TASK DETAILS
Could you retype all of the entries exactly, without their pictures?
INPUT RECORDS Start Marker
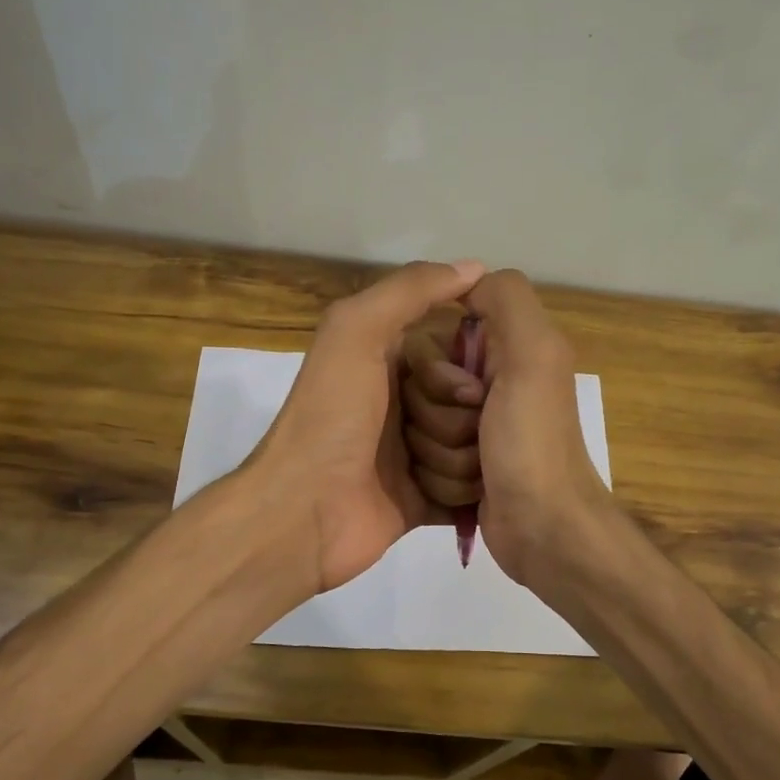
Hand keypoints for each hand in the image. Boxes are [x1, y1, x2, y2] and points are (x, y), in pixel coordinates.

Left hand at [252, 259, 485, 593]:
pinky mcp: (425, 498)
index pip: (460, 352)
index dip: (467, 368)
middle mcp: (408, 402)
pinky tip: (460, 495)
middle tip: (425, 435)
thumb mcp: (356, 332)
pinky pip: (468, 489)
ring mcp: (417, 453)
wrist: (303, 512)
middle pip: (473, 403)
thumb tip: (473, 267)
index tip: (468, 386)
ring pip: (475, 447)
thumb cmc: (330, 416)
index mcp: (392, 360)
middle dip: (460, 421)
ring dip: (458, 460)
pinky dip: (466, 493)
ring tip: (421, 472)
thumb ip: (408, 291)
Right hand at [401, 269, 612, 582]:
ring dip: (440, 454)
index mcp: (504, 353)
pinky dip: (440, 478)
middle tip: (477, 434)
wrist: (542, 528)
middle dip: (440, 418)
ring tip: (477, 469)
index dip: (439, 371)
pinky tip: (470, 490)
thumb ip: (506, 301)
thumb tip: (465, 280)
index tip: (469, 393)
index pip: (430, 344)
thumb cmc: (532, 442)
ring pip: (414, 429)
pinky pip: (420, 461)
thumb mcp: (533, 355)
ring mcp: (470, 432)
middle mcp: (486, 387)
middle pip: (417, 390)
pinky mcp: (458, 469)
INPUT RECORDS End Marker
RESULT FOR THIS TASK
Hand keypoints for each hand in the image. Boxes are [x1, y1, x2, y2] and points are (x, y), in pixel coordinates.

Left hand at [252, 259, 485, 593]:
pinky mcp: (425, 498)
index pip: (460, 352)
index dip: (467, 368)
middle mcp: (408, 402)
pinky tip: (460, 495)
middle tip: (425, 435)
thumb mcp: (356, 332)
pinky pip: (468, 489)
ring mcp: (417, 453)
wrist: (303, 512)
middle pip: (473, 403)
thumb tip: (473, 267)
index tip: (468, 386)
ring pip: (475, 447)
thumb cmc: (330, 416)
index mcp: (392, 360)
middle dip: (460, 421)
ring dip: (458, 460)
pinky dip: (466, 493)
ring tip: (421, 472)
thumb ip: (408, 291)
Right hand at [401, 269, 612, 582]:
ring dip: (440, 454)
index mcp: (504, 353)
pinky dip: (440, 478)
middle tip: (477, 434)
wrist: (542, 528)
middle dip: (440, 418)
ring tip: (477, 469)
index dip: (439, 371)
pinky tip: (470, 490)
thumb ip: (506, 301)
thumb tip: (465, 280)
index tip: (469, 393)
index pip: (430, 344)
thumb cmc: (532, 442)
ring pip: (414, 429)
pinky pip: (420, 461)
thumb mcp: (533, 355)
ring mcp: (470, 432)
middle mcp: (486, 387)
middle pip: (417, 390)
pinky mcp: (458, 469)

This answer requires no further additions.